A Curse of Shadows - Page 37

Asher steps beside me, his voice steady. “She’s remembering already. Estee, can you hear me?”
Her response is snappish. “Of course I can, idiot. You’re standing right next to me.”
Asher raises a brow and I apologize on her behalf. “She’s never really been a fun person to wake up.” Then my eyes widen and my attention goes back to Elodee. “You didn’t correct him when he called you ‘Estee.’”
Her eyes finally open and instead of the brown I’ve always known them to be, they’re golden and bright. “Why can’t I tell what’s real and what’s not?”
“Do you know who I am?” Asher asks her and she shakes her head. “That’s okay. You’re not supposed to remember everything at once.” He turns to me. “Why don’t the two of you go into your room and you can explain things to her?”
I glance behind me, wondering why Grayson hasn’t said anything, and then I realize he’s not here. “What happened to?—”
Asher cuts me off. “He thought it would be best not to overwhelm her more than she already was.

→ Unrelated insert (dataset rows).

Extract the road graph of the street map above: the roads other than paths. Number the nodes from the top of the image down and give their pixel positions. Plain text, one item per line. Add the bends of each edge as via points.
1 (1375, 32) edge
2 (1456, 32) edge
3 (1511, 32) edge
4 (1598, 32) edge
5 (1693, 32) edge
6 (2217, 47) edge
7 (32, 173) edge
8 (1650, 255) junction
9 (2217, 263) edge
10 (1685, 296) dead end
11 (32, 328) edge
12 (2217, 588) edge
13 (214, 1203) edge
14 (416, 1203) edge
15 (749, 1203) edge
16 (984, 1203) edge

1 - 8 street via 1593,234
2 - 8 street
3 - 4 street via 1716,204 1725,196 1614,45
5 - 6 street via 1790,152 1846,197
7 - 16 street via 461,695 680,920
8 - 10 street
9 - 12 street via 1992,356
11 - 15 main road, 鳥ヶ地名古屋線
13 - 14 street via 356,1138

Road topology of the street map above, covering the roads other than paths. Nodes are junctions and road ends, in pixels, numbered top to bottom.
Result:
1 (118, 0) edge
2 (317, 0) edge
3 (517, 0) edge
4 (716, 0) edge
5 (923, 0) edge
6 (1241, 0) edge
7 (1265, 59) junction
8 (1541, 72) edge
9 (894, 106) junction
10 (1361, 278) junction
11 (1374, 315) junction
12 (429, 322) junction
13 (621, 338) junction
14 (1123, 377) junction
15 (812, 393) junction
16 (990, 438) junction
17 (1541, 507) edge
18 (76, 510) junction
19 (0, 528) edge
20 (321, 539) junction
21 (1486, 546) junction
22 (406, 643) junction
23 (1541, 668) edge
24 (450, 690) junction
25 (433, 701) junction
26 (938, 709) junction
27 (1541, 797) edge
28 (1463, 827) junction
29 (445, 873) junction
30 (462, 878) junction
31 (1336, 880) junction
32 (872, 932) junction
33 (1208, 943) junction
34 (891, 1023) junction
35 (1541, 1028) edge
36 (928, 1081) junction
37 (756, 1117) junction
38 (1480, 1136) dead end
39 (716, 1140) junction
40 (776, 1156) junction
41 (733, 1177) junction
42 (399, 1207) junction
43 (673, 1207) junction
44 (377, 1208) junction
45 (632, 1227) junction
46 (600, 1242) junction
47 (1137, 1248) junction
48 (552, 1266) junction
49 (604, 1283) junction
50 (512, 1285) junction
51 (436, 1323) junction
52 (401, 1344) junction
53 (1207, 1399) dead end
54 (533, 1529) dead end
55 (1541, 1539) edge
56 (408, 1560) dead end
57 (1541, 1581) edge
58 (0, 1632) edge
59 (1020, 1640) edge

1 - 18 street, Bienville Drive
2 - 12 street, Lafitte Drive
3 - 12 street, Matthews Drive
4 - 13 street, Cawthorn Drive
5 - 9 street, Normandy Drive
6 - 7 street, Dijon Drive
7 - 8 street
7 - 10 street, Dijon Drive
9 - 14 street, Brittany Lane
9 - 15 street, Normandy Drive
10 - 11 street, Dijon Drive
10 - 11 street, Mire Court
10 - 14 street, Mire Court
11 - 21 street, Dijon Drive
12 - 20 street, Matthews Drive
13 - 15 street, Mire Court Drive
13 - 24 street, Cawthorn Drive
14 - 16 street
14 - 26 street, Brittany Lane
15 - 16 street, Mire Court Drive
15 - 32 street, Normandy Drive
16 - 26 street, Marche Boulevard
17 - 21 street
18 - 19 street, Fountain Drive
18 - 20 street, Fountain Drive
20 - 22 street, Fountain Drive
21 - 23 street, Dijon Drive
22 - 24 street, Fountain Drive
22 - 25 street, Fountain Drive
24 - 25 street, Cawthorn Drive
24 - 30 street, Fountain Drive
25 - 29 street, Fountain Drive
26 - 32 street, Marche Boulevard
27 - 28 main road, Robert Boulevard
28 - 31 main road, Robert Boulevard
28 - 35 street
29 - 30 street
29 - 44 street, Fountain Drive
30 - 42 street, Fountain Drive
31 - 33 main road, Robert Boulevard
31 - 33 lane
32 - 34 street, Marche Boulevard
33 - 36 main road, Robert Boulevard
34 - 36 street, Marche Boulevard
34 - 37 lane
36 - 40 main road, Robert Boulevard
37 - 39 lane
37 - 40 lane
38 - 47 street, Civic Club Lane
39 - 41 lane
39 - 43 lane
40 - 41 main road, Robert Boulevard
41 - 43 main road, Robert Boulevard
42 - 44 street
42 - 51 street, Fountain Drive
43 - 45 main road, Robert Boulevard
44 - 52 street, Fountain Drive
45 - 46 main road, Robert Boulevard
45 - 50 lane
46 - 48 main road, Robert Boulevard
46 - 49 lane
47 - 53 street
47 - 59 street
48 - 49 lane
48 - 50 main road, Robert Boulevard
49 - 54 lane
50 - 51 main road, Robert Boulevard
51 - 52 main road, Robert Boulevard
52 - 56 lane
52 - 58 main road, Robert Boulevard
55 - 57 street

He’ll see her soon.”
Why doesn’t that surprise me?
I smile down at my best friend and now sister. “Think you can walk or am I going to have to carry you?”
“It’s about damn time you did some of the lifting between us,” she jokes as she pushes herself up, looking around. “Where the hell are we and how did we get here?”
“That’s what we’re going to chat about,” I promise, happier than I’ve ever been in my life. We might not have all the answers even between the two of us, but just having Elodee here is everything to me and I hope she’s about to handle this a hell of a lot better than I did.
CHAPTER SIXTEEN
ISLA
As my sister and I enter my room, the weight of anticipation settles heavily between us. I guide Elodee to the table, where she sits, her expression taut with confusion and curiosity. Silence stretches uncomfortably, amplifying my anxiety about explaining our surreal reality. The truth about Lunara and our existence as wolf shifters feels daunting, almost suffocating.
“We’re in Lunara,” Elodee states, her voice brimming with an inexplicable certainty.
I fidget with my fingers under the table, bewildered. Though also thankful for her confidence. “How do you know that?”
She gives a half-shrug, her gaze darting around the room, not quite settling. “I’ve been here before. I don’t know how, and maybe it sounds insane, but this place feels like… home.” When her eyes finally meet mine, they shimmer with an unspoken recognition.
Emotions swirl within me—relief mingled with a sting of envy. Relief that she’s accepting our reality with ease, yet envy because how does she remember and I don’t?
This might be more than I can handle on my own, yet I’m not ready to share her with anyone, so I decide to wing things on my own.
“From what I’ve learned,” I begin, “we were born here and died way too many years ago, being reborn on Earth—like reincarnation—and we, um, we’re…”
“Wolf shifters,” she finishes for me, but she frowns. “I’m remembering bits and pieces, but I don’t remember you. If we’re both from here, why don’t I remember you before these last twenty-something years?”
Her voice cracks, sending ripples of distress through me. “I don’t know,” I admit, my heart sinking with inadequacy.
Suddenly restless, Elodee stands, pacing near my bed as memories seem to flicker behind her eyes. “I’ve lived multiple lives, most on Earth and a few here,” she says, stopping to face me, tears brimming. “I had parents before. Different ones, with each life. And the last ones, the ones we shared… Gods, Is. They were everything we always dreamed of.”
“Our dad is still here,” I blurt out, seizing the chance to bridge her fragmented memories with our present. Maybe Asher was wrong. I’m not sure I’m the right person to be having this conversation with my sister, considering she seems to know much more than I do.
She comes back to me, fingers wrapping around my arms and lifting me from the chair. “Where is he?”
I wince. “Easy, El. You’re stronger here.”
“Elodee,” she muses. “That’s not actually my name. It’s Estee.”
“Oh, yeah. Mine was Isobella, but they’ve been okay with calling me ‘Isla,’” I tell her, suddenly feeling nervous for some reason.
She smiles softly and shakes her head. “I think ‘Estee’ will be just fine.”
“Right.” Why is none of this going like I imagined?